Plutôt considérés comme des «citoyens de seconde zone» par la République, les Noirs marrons tirent en toute logique une certaine fierté de voir l'un des leurs réussir une carrière académique –Adam est diplômé de Sciences-Po, professionnelle et politique, à 26 ans seulement.
Adam est le premier Bushinengué à entrer au palais Bourbon. À cette aune, il est un peu compréhensible que dans sa commune d'origine et aux alentours, il bénéficie d'un soutien plus que massif qui lui donne un score... nord-coréen: il a recueilli 667 des 684 suffrages exprimés. Davy Rimane en a quant à lui drainé dix-sept, comme au premier tour.

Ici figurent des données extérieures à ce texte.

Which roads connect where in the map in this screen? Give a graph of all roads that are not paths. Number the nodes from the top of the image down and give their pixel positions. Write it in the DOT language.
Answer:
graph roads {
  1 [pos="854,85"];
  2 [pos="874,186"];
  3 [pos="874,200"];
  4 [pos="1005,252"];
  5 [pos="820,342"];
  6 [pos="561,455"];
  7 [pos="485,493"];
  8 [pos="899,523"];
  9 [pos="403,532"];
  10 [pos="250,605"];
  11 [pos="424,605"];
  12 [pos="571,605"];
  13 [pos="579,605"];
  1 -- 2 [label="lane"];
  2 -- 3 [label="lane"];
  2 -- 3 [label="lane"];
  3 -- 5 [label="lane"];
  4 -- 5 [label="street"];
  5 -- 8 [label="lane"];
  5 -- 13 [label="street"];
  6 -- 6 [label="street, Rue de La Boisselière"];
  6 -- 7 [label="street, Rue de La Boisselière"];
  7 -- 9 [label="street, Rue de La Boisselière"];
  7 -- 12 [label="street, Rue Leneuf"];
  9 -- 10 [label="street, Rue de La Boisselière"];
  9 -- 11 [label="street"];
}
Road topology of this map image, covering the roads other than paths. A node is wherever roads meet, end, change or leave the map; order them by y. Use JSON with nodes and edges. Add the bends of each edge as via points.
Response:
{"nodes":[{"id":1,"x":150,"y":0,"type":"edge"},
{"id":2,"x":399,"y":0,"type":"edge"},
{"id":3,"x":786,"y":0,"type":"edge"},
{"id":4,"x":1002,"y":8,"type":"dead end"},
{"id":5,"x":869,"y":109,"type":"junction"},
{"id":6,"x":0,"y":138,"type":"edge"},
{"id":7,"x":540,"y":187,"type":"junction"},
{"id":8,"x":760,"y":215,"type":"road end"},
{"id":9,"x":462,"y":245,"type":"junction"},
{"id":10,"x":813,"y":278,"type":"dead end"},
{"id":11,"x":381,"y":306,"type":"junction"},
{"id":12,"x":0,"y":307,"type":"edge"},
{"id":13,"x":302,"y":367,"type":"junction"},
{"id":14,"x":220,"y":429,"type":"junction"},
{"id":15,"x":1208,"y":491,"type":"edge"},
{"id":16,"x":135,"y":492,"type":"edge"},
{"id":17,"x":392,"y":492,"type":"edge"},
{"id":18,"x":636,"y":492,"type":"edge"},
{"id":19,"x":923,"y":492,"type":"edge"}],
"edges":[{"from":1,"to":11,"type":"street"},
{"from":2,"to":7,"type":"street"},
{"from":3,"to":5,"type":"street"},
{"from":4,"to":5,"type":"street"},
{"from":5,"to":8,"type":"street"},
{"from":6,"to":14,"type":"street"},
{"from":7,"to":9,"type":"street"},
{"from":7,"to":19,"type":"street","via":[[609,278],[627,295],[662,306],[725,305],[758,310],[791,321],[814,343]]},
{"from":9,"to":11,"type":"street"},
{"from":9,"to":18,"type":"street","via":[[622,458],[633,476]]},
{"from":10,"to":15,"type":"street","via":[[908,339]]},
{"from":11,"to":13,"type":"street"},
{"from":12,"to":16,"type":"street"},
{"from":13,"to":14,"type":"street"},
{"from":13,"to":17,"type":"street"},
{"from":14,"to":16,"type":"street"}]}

Le candidat insoumis a pour sa part a fait le plein de voix à Kourou, sa ville d'origine où il est connu comme agent EDF et syndicaliste –il est secrétaire général de l’Union des Travailleurs Guyanais (UTG) Éclairage et fait partie de ceux qui ont animé le large mouvement social de mars-avril 2017 dans le département. Rimane a également été placé en tête par les électeurs à Macouria, Sinnamary, Iracoubo et Montsinery.
Porte-parole du collectif Pou Lagwiyann Dékolé («Pour que la Guyane décolle»), Davy Rimane représente la mouvance indépendantiste de l'opposition guyanaise au pouvoir central de la métropole. Pour lui, passer sous la bannière de La France insoumise s'est finalement avéré moins payant que l'étiquette régionaliste.